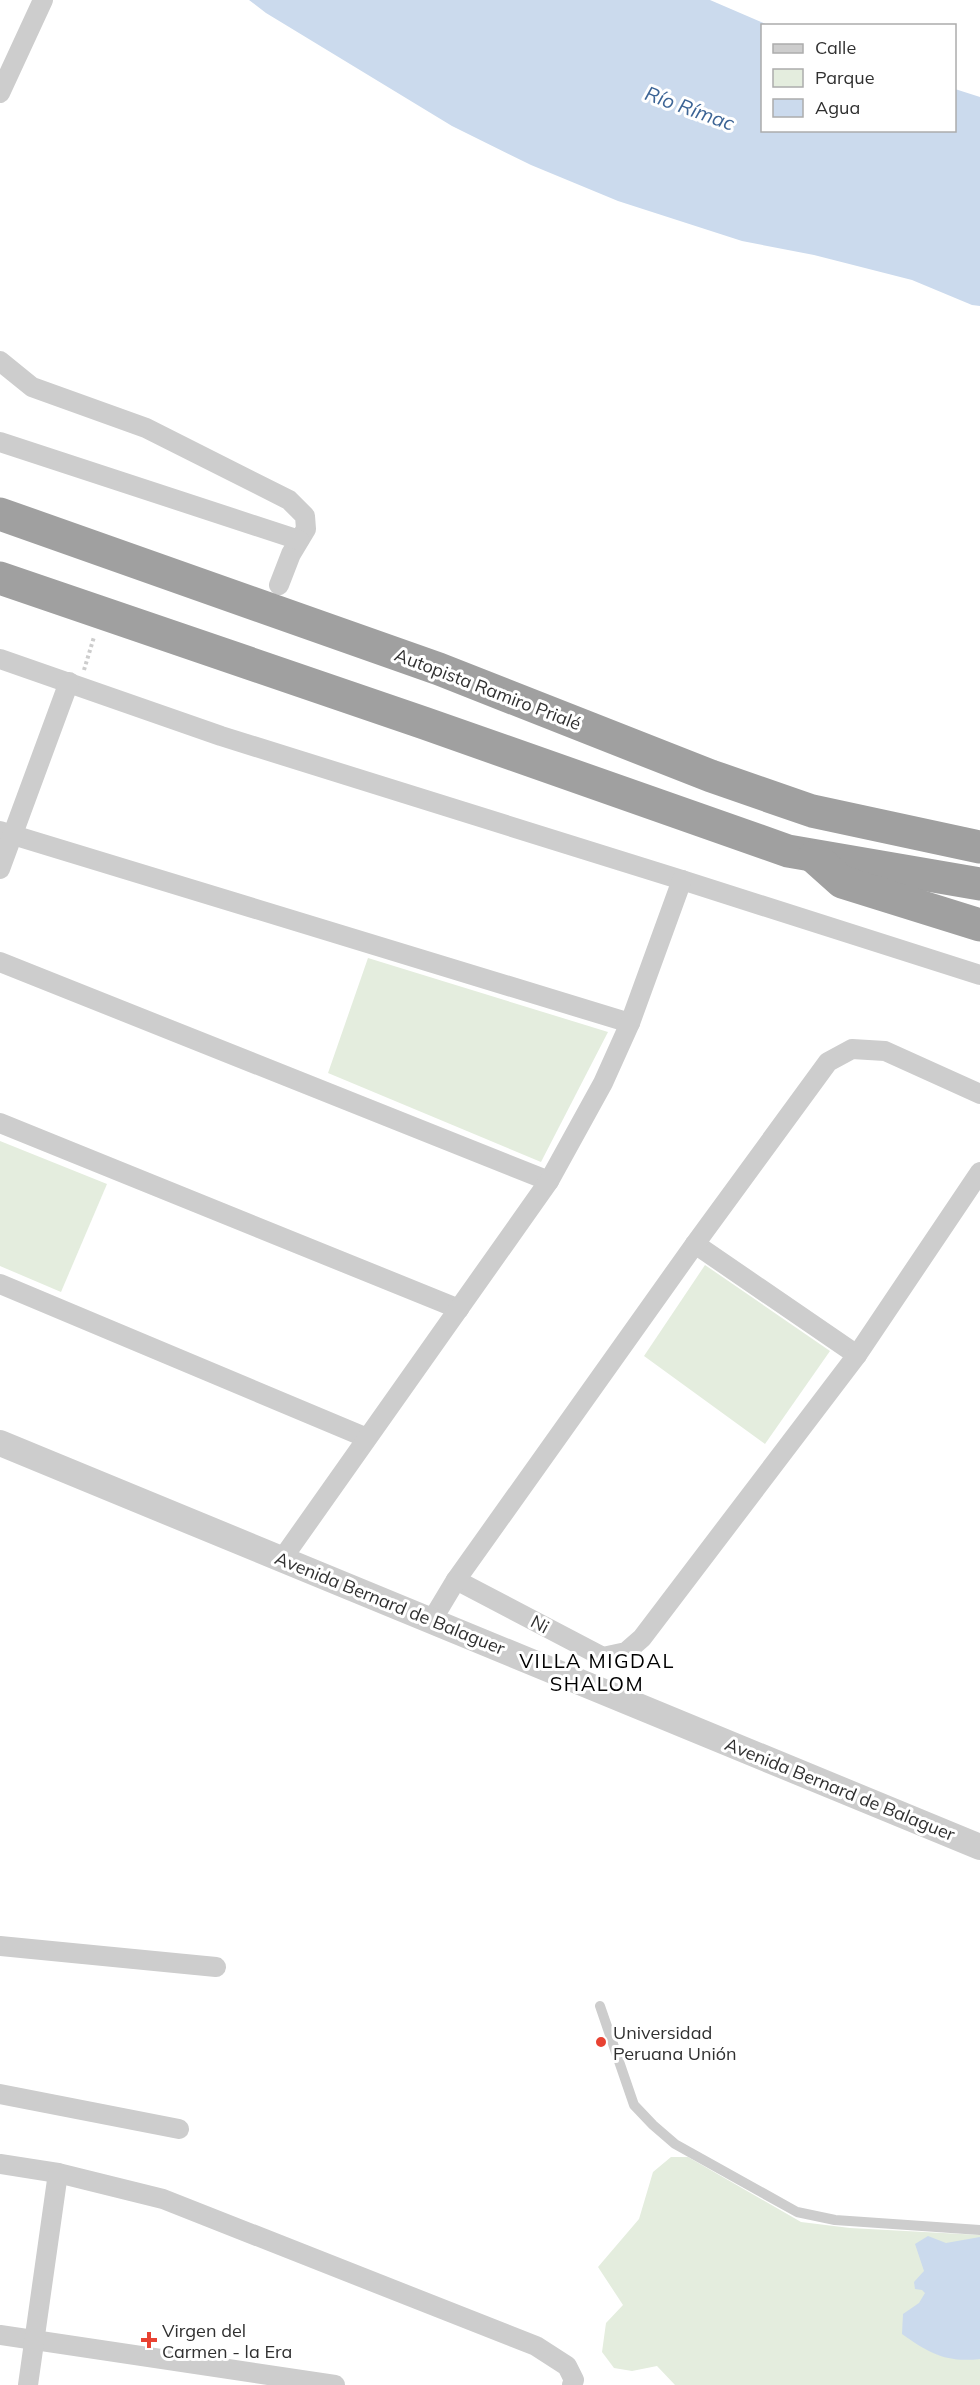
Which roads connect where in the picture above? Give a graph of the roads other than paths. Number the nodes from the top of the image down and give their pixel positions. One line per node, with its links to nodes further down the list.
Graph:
1 (43, 0): 2 (street)
2 (0, 93)
3 (0, 361): 6 (street)
4 (0, 442): 6 (street)
5 (0, 514): 12 (highway, Autopista Ramiro Prialé)
6 (299, 540): 8 (street)
7 (0, 578): 13 (highway)
8 (279, 585)
9 (0, 660): 10 (street)
10 (74, 684): 11 (street); 15 (street)
11 (7, 833): 14 (street); 20 (street)
12 (980, 847)
13 (810, 854): 16 (highway); 17 (highway)
14 (0, 869)
15 (682, 880): 19 (street); 20 (street)
16 (980, 884)
17 (980, 925)
18 (0, 962): 24 (street)
19 (980, 975)
20 (630, 1023): 24 (street)
21 (980, 1094): 25 (street)
22 (0, 1123): 27 (street)
23 (980, 1172): 28 (street)
24 (549, 1181): 27 (street)
25 (695, 1244): 28 (street); 32 (street)
26 (0, 1284): 29 (street)
27 (459, 1309): 29 (street)
28 (857, 1355): 32 (street, Ni)
29 (367, 1438): 31 (street)
30 (0, 1443): 31 (street, Avenida Bernard de Balaguer)
31 (282, 1559): 33 (street, Avenida Bernard de Balaguer)
32 (456, 1580): 33 (street)
33 (432, 1620): 34 (street, Avenida Bernard de Balaguer)
34 (980, 1847)
35 (0, 1946): 36 (street)
36 (216, 1967)
37 (600, 2006): 42 (lane)
38 (0, 2094): 39 (street)
39 (180, 2129)
40 (0, 2164): 41 (street)
41 (58, 2173): 44 (street); 47 (street)
42 (980, 2230)
43 (0, 2335): 44 (street)
44 (33, 2340): 45 (street); 46 (street)
45 (28, 2385)
46 (335, 2385)
47 (572, 2385)

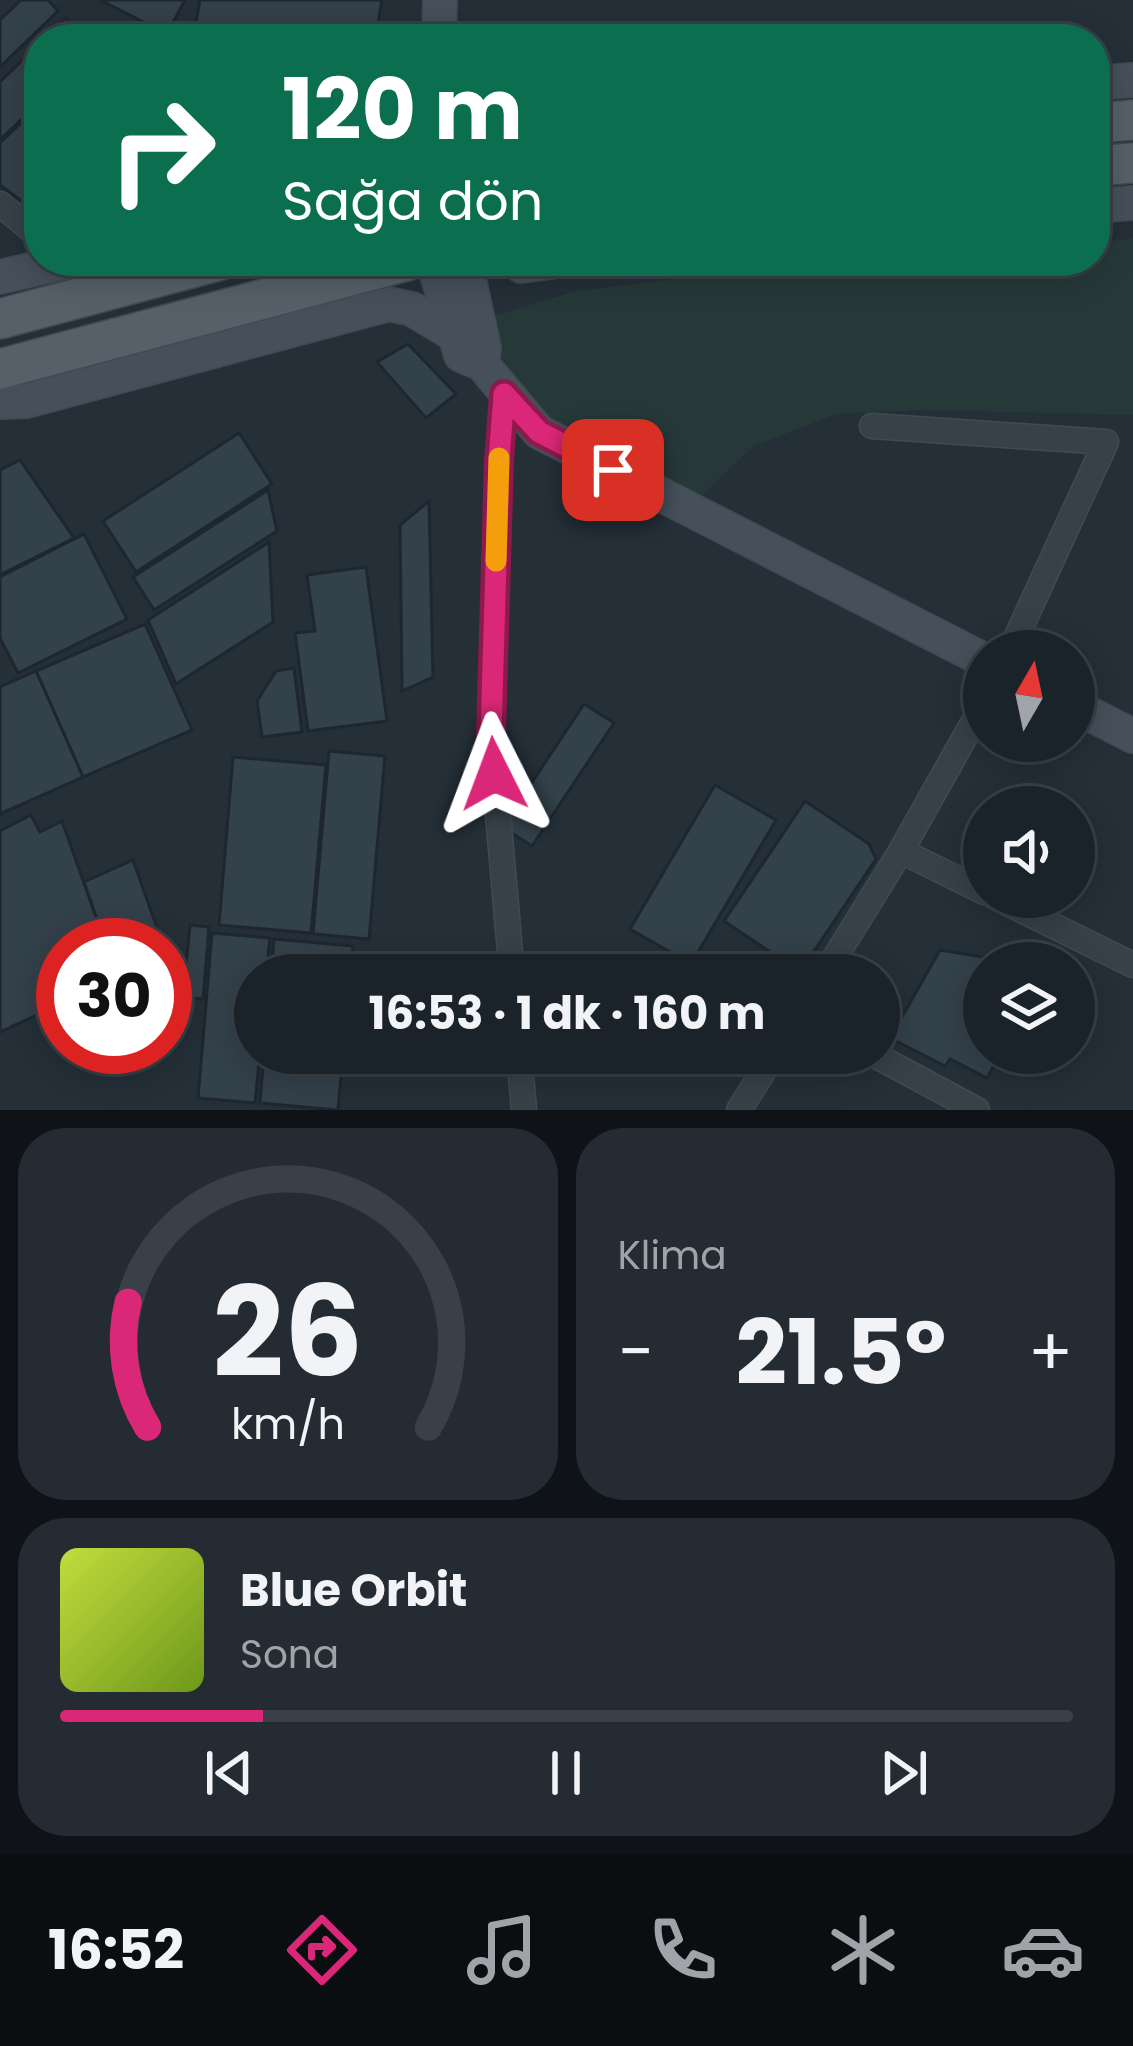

**What to work on:**
From the first line to the last, output the records exactly without pictures.

**Written solution:**
Which roads connect where in the picture above? Give a graph of the roads other than paths. Number the nodes from the top of the image down and give their pixel positions. One line per node, with its links to nodes further down the list.
Graph:
1 (43, 0): 2 (street)
2 (0, 93)
3 (0, 361): 6 (street)
4 (0, 442): 6 (street)
5 (0, 514): 12 (highway, Autopista Ramiro Prialé)
6 (299, 540): 8 (street)
7 (0, 578): 13 (highway)
8 (279, 585)
9 (0, 660): 10 (street)
10 (74, 684): 11 (street); 15 (street)
11 (7, 833): 14 (street); 20 (street)
12 (980, 847)
13 (810, 854): 16 (highway); 17 (highway)
14 (0, 869)
15 (682, 880): 19 (street); 20 (street)
16 (980, 884)
17 (980, 925)
18 (0, 962): 24 (street)
19 (980, 975)
20 (630, 1023): 24 (street)
21 (980, 1094): 25 (street)
22 (0, 1123): 27 (street)
23 (980, 1172): 28 (street)
24 (549, 1181): 27 (street)
25 (695, 1244): 28 (street); 32 (street)
26 (0, 1284): 29 (street)
27 (459, 1309): 29 (street)
28 (857, 1355): 32 (street, Ni)
29 (367, 1438): 31 (street)
30 (0, 1443): 31 (street, Avenida Bernard de Balaguer)
31 (282, 1559): 33 (street, Avenida Bernard de Balaguer)
32 (456, 1580): 33 (street)
33 (432, 1620): 34 (street, Avenida Bernard de Balaguer)
34 (980, 1847)
35 (0, 1946): 36 (street)
36 (216, 1967)
37 (600, 2006): 42 (lane)
38 (0, 2094): 39 (street)
39 (180, 2129)
40 (0, 2164): 41 (street)
41 (58, 2173): 44 (street); 47 (street)
42 (980, 2230)
43 (0, 2335): 44 (street)
44 (33, 2340): 45 (street); 46 (street)
45 (28, 2385)
46 (335, 2385)
47 (572, 2385)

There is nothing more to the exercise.